„Vollversorger sind wir nicht“

Hamburger Tafel bekommt neuen Vorsitzenden

■ 69, neuer Vorsitzender der Hamburger Tafel, arbeitete lange in der Immobilienbranche: Er vermietete Seniorenstifte.

taz: Herr Müller, wird die Situation für die Tafel einfacher oder schwieriger?

Achim Müller: Es wird vor allem schwieriger, an die Ware zu kommen: Die Discounter, die uns unser täglich Brot überlassen, kalkulieren immer strenger. Vor allem Brot, aber auch Lebensmittel wie Aufschnitt, Käse und Milch werden immer weniger. In jeder Firma regiert der Rotstift.

Wer spendet noch so alles?

Wir haben das unverschämte Glück, dass wir von der herstellenden Industrie auch größere Mengen bekommen, etwa Überproduktionen oder Artikel, die kurz vor Ablauf stehen oder falsch etikettiert sind. Trotzdem können wir nur verteilen, was wir haben. Vollversorger für die Bedürftigen sind wir aber nicht. Da würde ja auch etwas schief laufen, wenn man sich ganz auf die Hamburger Tafel verlassen würde.

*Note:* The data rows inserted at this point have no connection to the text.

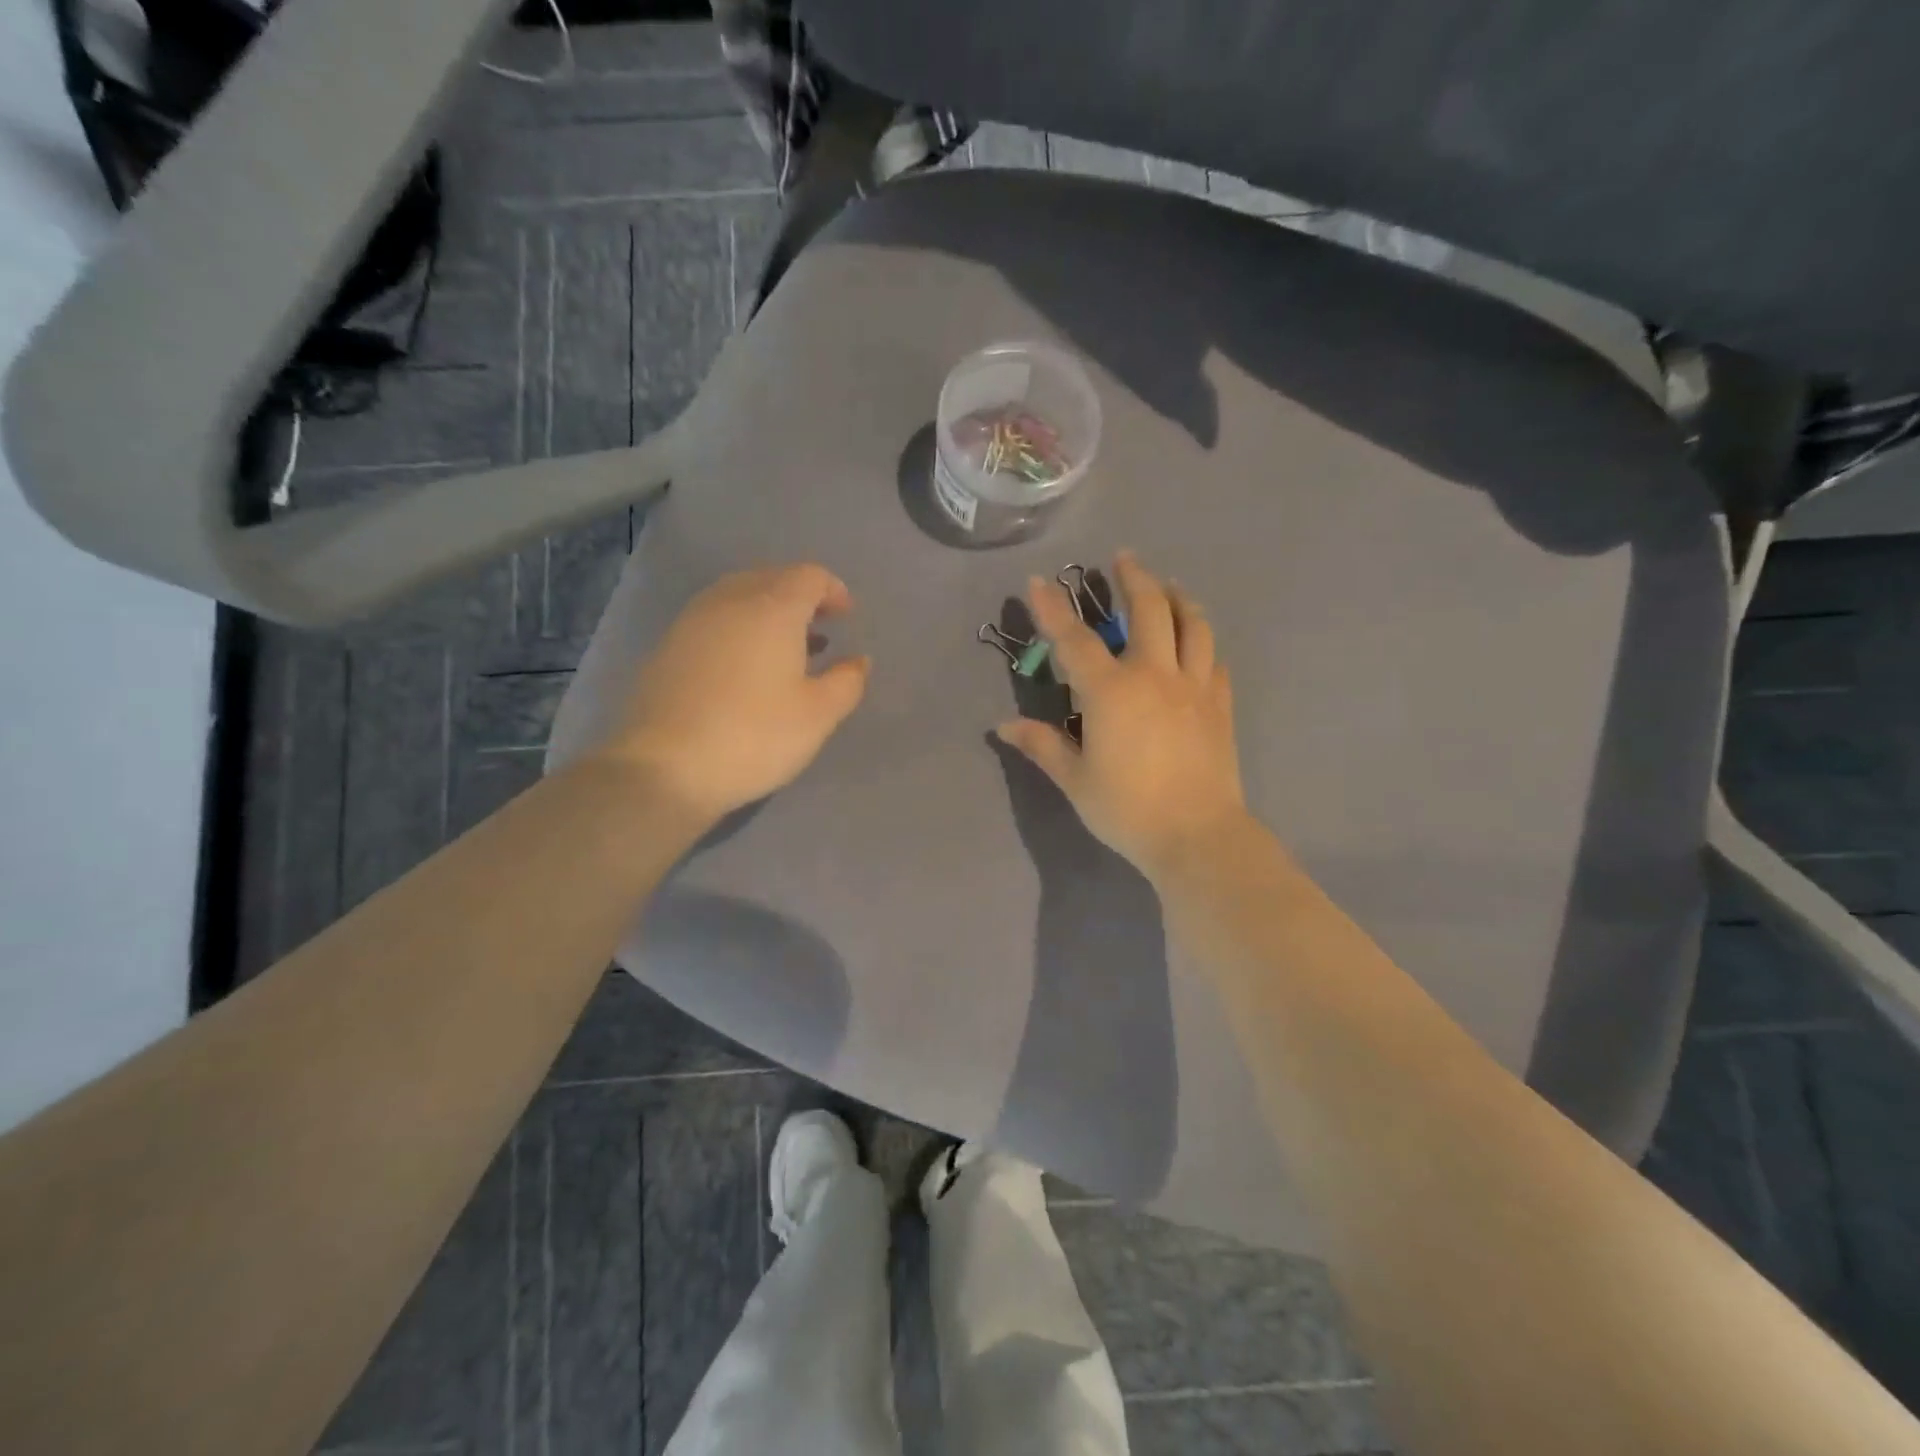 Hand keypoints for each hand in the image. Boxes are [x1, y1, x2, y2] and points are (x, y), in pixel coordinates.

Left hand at [596, 564, 870, 821]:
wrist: (664, 767)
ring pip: (739, 596)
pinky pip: (715, 619)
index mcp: (772, 608)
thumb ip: (847, 682)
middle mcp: (730, 601)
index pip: (809, 576)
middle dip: (801, 597)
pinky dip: (739, 628)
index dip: (833, 590)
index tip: (846, 617)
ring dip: (768, 612)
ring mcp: (692, 621)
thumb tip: (858, 660)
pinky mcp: (668, 646)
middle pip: (772, 578)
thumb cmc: (754, 736)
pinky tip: (746, 667)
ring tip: (786, 648)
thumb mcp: (818, 715)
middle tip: (820, 628)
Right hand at [997, 551, 1246, 878]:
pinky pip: (1214, 658)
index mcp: (1111, 691)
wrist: (1197, 834)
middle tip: (1123, 559)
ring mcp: (1194, 686)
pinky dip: (1202, 639)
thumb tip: (1005, 725)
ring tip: (1169, 586)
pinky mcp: (1220, 704)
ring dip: (1178, 597)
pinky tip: (1197, 640)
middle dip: (1134, 578)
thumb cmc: (1127, 808)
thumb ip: (1042, 745)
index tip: (1039, 582)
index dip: (1053, 608)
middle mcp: (1154, 675)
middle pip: (1149, 610)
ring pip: (1192, 624)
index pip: (1075, 639)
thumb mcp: (1075, 780)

Steigt die Zahl der Bedürftigen?

Ja, die nimmt zu. Die Bedürftigen müssen auch ausweisen, dass sie bedürftig sind, sie müssen den Hartz-IV-, den Renten- oder Grundsicherungsbescheid mitbringen. Dafür bekommen sie einen Einkaufsausweis in den jeweiligen Einrichtungen und können sich dann dort für kleines Geld die Taschen füllen.

Käme es andernfalls zu Missbrauch?

Auch das haben wir erlebt. Anfangs waren wir blauäugig. Da sind auch Nicht-Bedürftige gekommen. Und davor mussten wir einen Riegel schieben, denn das ist auch nicht im Sinne der Spender.

Bundesweit gibt es immer mehr Tafeln. Versagt hier der Sozialstaat?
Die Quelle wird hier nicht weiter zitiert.